There is a peacefulness to the production on Teresa Przybylski's simple but effectively changing set, as the mystery of the manor as Mary adjusts to her new life in England is slowly revealed. The story feels like a slow burn, and the added switch in Mary's origin, which changes little in the overall story, gives the play some added diversity and brings into the question of Indian colonialism, and even giving it a bit of a switch here, where the Indian children end up being in a higher class system than the caucasian folks working around the manor. It also gives Colin's story a greater dimension, as his father ignores him particularly as a reminder to his dead Indian mother and their similar features.


               

In John Tiffany's staging of Pinocchio, a joyously charming Joe Idris-Roberts plays our wooden boy Pinocchio as a life-size boy, while Toby Olié's giant puppet heads on Bob Crowley's oversize sets (and costumes) creates an oversized adult world that Pinocchio years to become a part of. With Dennis Kelly's added twisted tone, and some mutations of some of the famous songs, including a reprise of a morphed version of "When You Wish Upon A Star" during Pinocchio's introduction to fame, reminds us that this lesson on becoming a real man is a bumpy, and episodic journey. It's part of the nature of Collodi's original story, but the episodic nature of Pinocchio's journey doesn't necessarily make for a smooth experience as a stage entity, but Tiffany and the stage magic he creates, certainly makes it for an entertaining experience. And with Idris-Roberts centre stage, he pulls our heartstrings without showing any of the threads.

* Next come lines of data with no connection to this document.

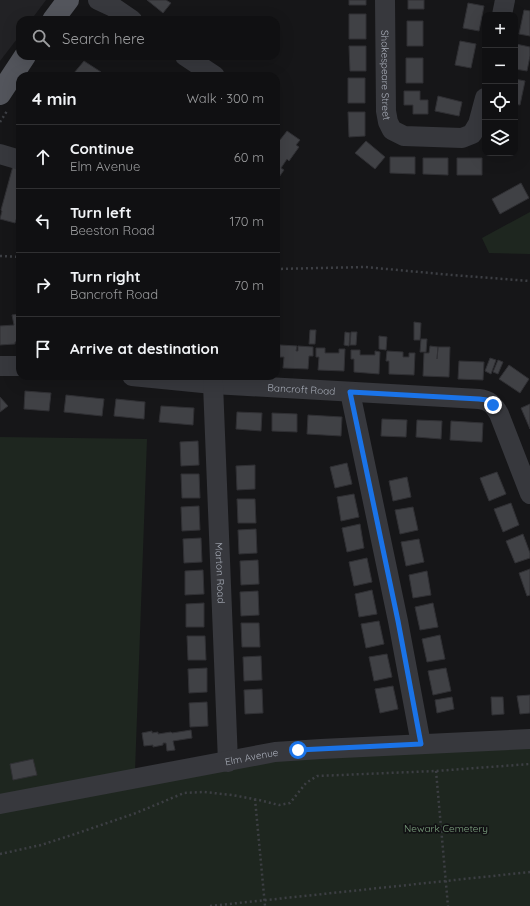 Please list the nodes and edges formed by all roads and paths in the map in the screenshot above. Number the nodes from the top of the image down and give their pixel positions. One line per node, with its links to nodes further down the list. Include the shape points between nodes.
1 (68, 0): 6 (main road)
2 (98, 0): 7 (street)
3 (385, 0): 12 (street, Shakespeare Street, via 386,111 392,130 404,136 462,138 472,134)
4 (505, 0): 5 (street)
5 (503, 12)
6 (56, 16)
7 (126, 16)
8 (22, 60): 11 (main road)
9 (191, 60): 10 (street)
10 (209, 72)
11 (0, 94)
12 (482, 109)
13 (0, 154): 14 (street)
14 (16, 159)
15 (0, 256): 16 (path)
16 (16, 257)
17 (280, 270): 18 (path, via 365,266)
18 (530, 281)
19 (0, 366): 20 (street)
20 (16, 366)
21 (173, 380): 22 (street, Bancroft Road)
22 (214, 384): 23 (street, Bancroft Road); 27 (street, Marton Road)
23 (350, 392): 24 (street, Bancroft Road, via 479,399 490,402 499,414); 26 (street)
24 (530, 494)
25 (530, 739): 26 (street, Elm Avenue)
26 (421, 744): 27 (street, Elm Avenue, via 275,752)
27 (228, 762): 31 (street, Elm Avenue)
28 (530, 764): 29 (path)
29 (436, 771): 30 (path, via 317,776 306,783 290,803 279,805); 34 (path)
30 (255, 799): 32 (path, via 204,792 184,793 88,830); 35 (path)
31 (0, 804)
32 (0, 854)
33 (530, 872): 34 (path)
34 (446, 882): 35 (path); 38 (path)
35 (265, 901): 36 (path); 37 (path)
36 (210, 906)
37 (265, 906)
38 (448, 906) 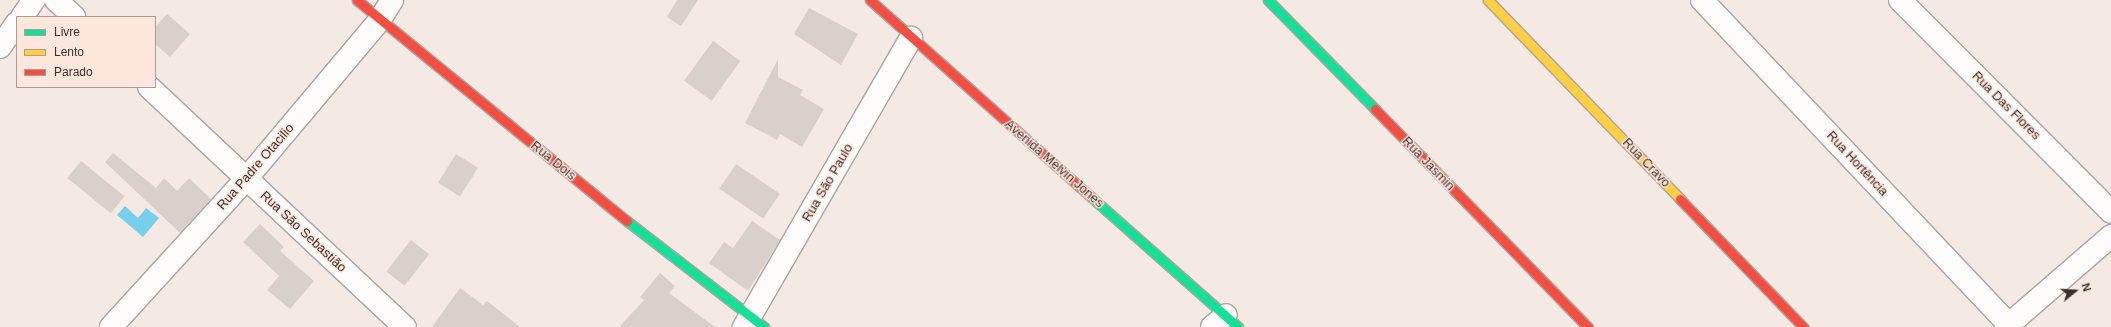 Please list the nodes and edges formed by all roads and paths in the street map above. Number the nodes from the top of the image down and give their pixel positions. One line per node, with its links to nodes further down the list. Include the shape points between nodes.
1 (34, 0): 10 (street)
2 (56, 0): 11 (street)
3 (357, 0): 12 (street, Rua Dois)
4 (392, 0): 12 (street, Rua Padre Otacilio)
5 (870, 0): 14 (street, Avenida Melvin Jones)
6 (1268, 0): 25 (street, Rua Jasmin)
7 (1488, 0): 26 (street, Rua Cravo)
8 (1702, 0): 22 (street, Rua Hortência)
9 (1900, 0): 18 (street, Rua Das Flores)
10 (23, 16)
11 (73, 16)
12 (379, 22): 17 (street, Rua Padre Otacilio); 21 (street, Rua Dois)
13 (16, 24): 15 (street)
14 (911, 38): 20 (street, Avenida Melvin Jones); 21 (street, Rua São Paulo)
15 (0, 47)
16 (150, 88): 17 (street, Rua São Sebastião)
17 (246, 179): 23 (street, Rua Padre Otacilio); 24 (street, Rua São Sebastião)
18 (2111, 212)
19 (2111, 236): 22 (street)
20 (1225, 323)
21 (753, 324)
22 (2008, 326)
23 (111, 327)
24 (405, 327)
25 (1588, 327)
26 (1803, 327) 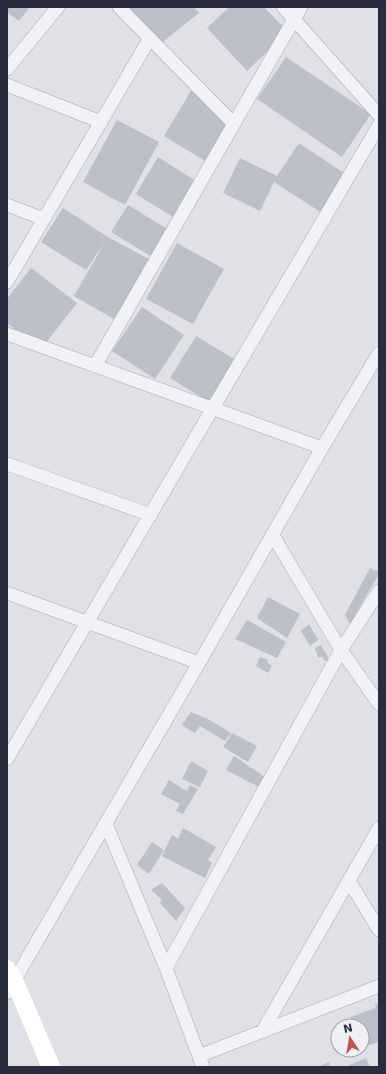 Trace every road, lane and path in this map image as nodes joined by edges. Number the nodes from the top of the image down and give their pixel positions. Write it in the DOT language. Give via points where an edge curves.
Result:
graph roads {
  1 [pos="58,7"];
  2 [pos="119,7"];
  3 [pos="282,7"];
  4 [pos="302,7"];
  5 [pos="294,20"];
  6 [pos="150,38"];
  7 [pos="7,69"];
  8 [pos="7,85"];
  9 [pos="379,115"];
  10 [pos="101,122"];
  11 [pos="234,124"];
  12 [pos="379,125"];
  13 [pos="7,205"];
  14 [pos="44,219"];
  15 [pos="7,282"];
  16 [pos="7,334"];
  17 [pos="379,353"];
  18 [pos="95,366"];
  19 [pos="213,409"];
  20 [pos="322,448"];
  21 [pos="7,464"];
  22 [pos="150,515"];
  23 [pos="272,534"];
  24 [pos="379,591"];
  25 [pos="7,593"];
  26 [pos="88,621"];
  27 [pos="341,650"];
  28 [pos="199,663"];
  29 [pos="379,704"];
  30 [pos="7,759"];
  31 [pos="106,824"];
  32 [pos="379,828"];
  33 [pos="348,881"];
  34 [pos="379,930"];
  35 [pos="166,968"];
  36 [pos="9,981"];
  37 [pos="379,986"];
  38 [pos="262,1032"];
  39 [pos="201,1062"];
  40 [pos="51,1067"];
  1 -- 7 [label="street"];
  2 -- 6 [label="street"];
  3 -- 5 [label="street"];
  4 -- 5 [label="street"];
  5 -- 9 [label="street"];
  5 -- 11 [label="street"];
  6 -- 10 [label="street"];
  6 -- 11 [label="street"];
  8 -- 10 [label="street"];
  10 -- 14 [label="street"];
  11 -- 18 [label="street"];
  12 -- 19 [label="street"];
  13 -- 14 [label="street"];
  14 -- 15 [label="street"];
  16 -- 18 [label="street"];
  17 -- 20 [label="street"];
  18 -- 19 [label="street"];
  19 -- 20 [label="street"];
  19 -- 22 [label="street"];
  20 -- 23 [label="street"];
  21 -- 22 [label="street"];
  22 -- 26 [label="street"];
  23 -- 27 [label="street"];
  23 -- 28 [label="street"];
  24 -- 27 [label="street"];
  25 -- 26 [label="street"];
  26 -- 28 [label="street"];
  26 -- 30 [label="street"];
  27 -- 29 [label="street"];
  27 -- 35 [label="street"];
  28 -- 31 [label="street"];
  31 -- 35 [label="street"];
  31 -- 36 [label="street"];
  32 -- 33 [label="street"];
  33 -- 34 [label="street"];
  33 -- 38 [label="street"];
  35 -- 39 [label="street"];
  36 -- 40 [label="main road"];
  37 -- 38 [label="street"];
  38 -- 39 [label="street"];
} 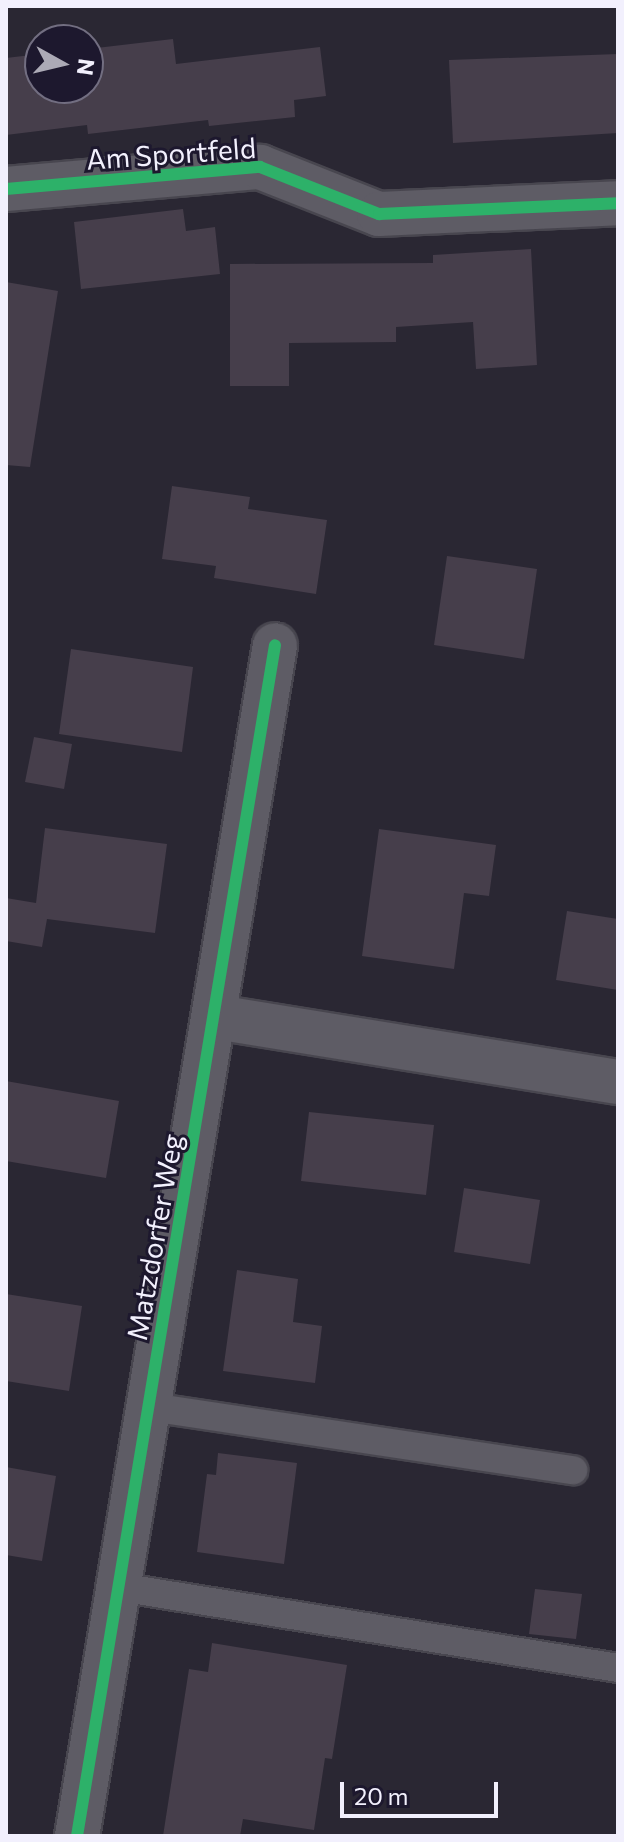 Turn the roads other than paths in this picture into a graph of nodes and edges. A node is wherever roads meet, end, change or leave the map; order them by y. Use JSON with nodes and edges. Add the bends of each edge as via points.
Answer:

Audrey Brisson is a female Jiminy Cricket, and David Langham plays the Sly Fox, as they guide, or manipulate Pinocchio through this journey of life, but while Brisson and Langham are terrific in their roles, the characters as written seem like they are on differing paths, with Jiminy sounding far too modern at times, while the Sly Fox's villainous streak seem divorced from the overall arch, despite having the plot points directly affected by his machinations. As I had similar problems with Kelly's book for Matilda, I found while he manages to convey the dark tone he's yearning for, the emotional points never quite come through as he's working hard to hit all the plot points, and in Pinocchio's case, all the numerous adventures and troubles the wooden boy falls into. The plot strings are pulled but alas, all the emotional strings are purely from the hands of Idris-Roberts, who reminded me of the innate charm of Daniel Radcliffe.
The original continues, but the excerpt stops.